◆ DATA SUPPLIED ◆
::::::::::
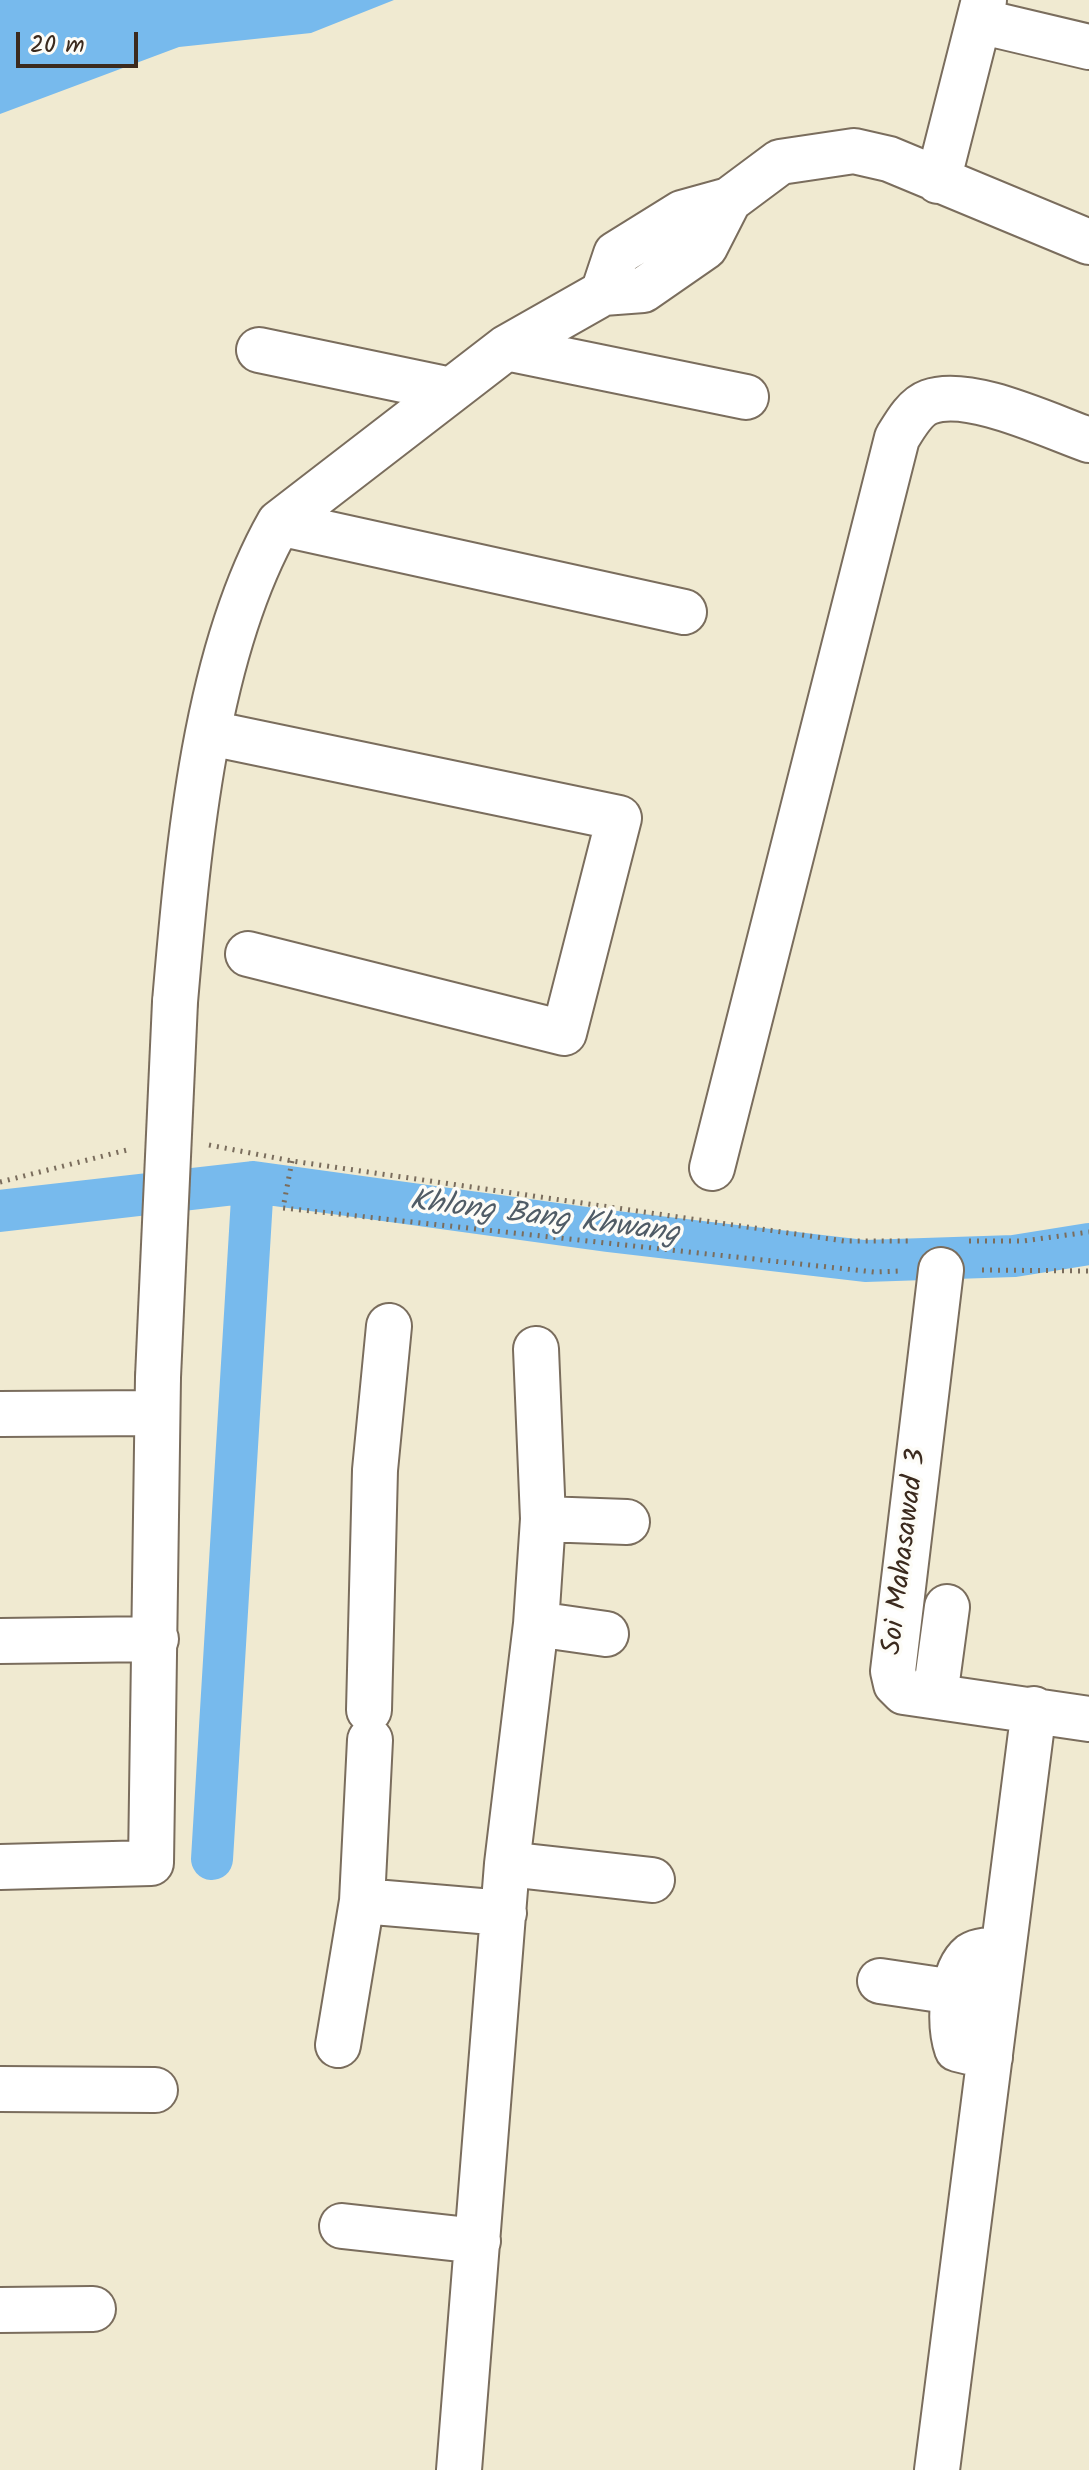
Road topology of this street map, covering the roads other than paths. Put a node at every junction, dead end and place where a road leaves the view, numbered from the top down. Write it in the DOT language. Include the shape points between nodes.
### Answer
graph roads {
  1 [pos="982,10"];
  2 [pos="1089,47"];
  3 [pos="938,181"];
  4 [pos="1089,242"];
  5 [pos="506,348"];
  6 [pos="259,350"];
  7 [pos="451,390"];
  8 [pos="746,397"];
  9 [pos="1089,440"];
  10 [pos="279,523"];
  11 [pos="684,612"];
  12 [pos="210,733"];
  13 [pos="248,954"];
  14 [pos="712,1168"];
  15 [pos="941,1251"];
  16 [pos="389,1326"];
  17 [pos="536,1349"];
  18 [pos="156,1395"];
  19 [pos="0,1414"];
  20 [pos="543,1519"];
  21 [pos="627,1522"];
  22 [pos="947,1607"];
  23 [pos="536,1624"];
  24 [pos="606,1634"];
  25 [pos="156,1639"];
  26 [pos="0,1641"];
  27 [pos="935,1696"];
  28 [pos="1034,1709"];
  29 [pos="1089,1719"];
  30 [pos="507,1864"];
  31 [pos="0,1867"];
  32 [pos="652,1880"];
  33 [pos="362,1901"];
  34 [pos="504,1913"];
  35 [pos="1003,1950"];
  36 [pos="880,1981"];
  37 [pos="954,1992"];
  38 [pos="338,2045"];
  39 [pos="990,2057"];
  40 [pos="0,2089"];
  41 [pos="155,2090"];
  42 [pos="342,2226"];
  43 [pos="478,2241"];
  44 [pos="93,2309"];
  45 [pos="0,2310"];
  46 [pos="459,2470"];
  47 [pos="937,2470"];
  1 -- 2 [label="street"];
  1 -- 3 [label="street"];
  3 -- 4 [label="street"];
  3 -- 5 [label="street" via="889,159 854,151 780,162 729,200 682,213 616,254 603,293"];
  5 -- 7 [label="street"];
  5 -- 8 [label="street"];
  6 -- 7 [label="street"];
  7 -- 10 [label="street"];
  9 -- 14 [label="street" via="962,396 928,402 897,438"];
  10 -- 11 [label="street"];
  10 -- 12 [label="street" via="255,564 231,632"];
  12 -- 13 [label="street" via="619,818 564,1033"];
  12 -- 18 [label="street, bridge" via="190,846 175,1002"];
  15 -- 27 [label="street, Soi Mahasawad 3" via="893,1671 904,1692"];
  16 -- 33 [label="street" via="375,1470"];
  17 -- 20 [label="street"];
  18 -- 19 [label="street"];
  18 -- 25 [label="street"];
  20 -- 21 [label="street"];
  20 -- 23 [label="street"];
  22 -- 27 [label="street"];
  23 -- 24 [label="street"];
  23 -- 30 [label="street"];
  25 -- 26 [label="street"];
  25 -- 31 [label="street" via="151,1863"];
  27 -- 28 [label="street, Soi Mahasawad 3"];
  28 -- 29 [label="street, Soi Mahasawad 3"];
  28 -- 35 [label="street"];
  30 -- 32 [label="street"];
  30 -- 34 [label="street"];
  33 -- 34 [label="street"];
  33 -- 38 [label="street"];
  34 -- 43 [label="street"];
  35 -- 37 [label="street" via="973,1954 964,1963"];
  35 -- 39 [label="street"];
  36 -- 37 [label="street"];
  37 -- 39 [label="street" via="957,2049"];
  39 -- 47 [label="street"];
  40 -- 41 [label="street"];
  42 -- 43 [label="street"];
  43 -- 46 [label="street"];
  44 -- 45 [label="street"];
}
::::::::::
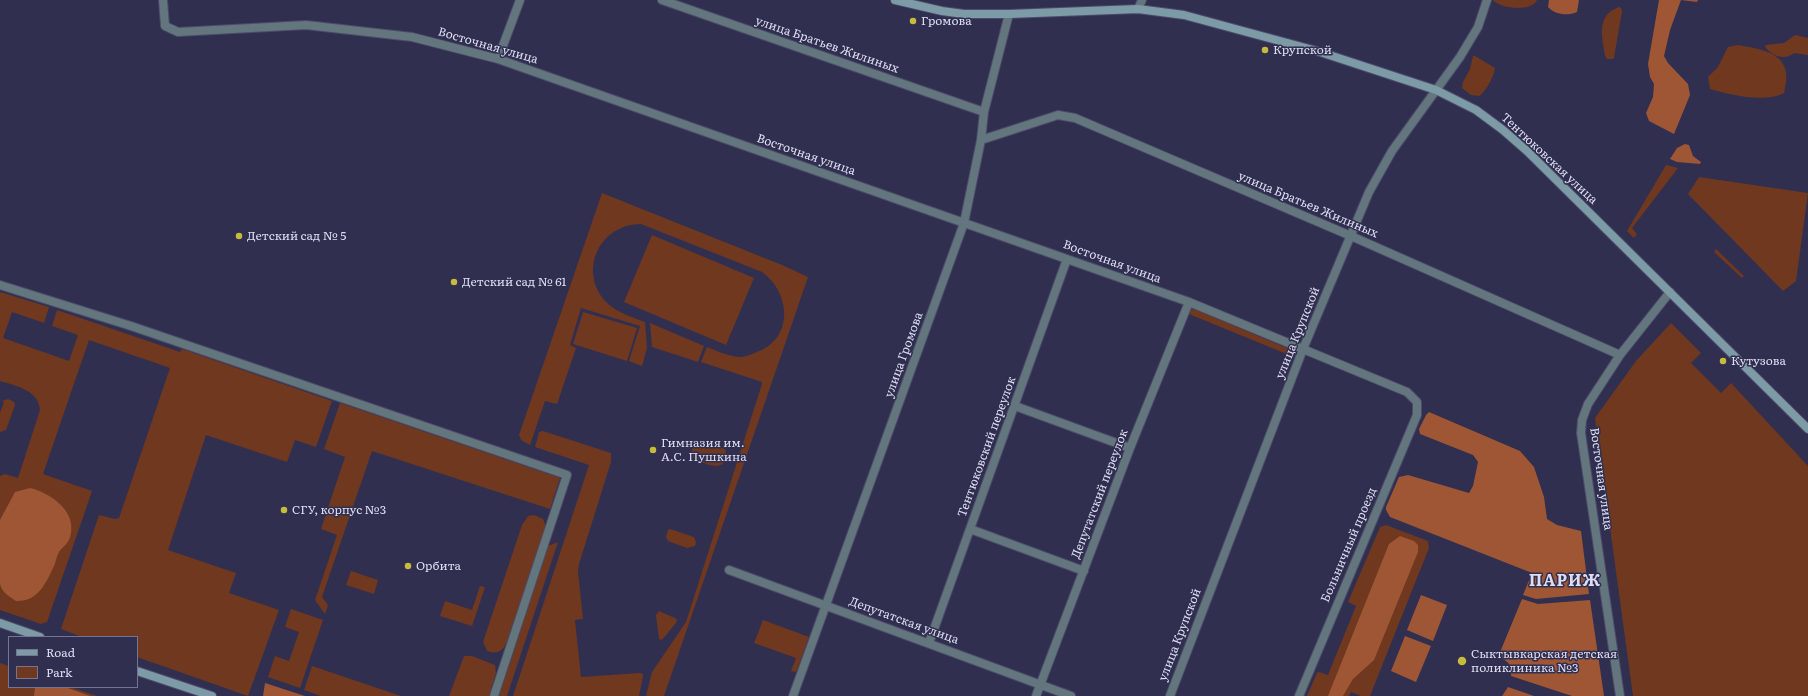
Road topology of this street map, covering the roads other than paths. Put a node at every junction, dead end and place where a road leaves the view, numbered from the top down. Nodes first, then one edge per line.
::::::::::
◆ EXERCISE ◆
In the records shown above, how many lines include the word "down"? Answer with the number only.

◆ OUTPUT OF THE EXERCISE ◆
2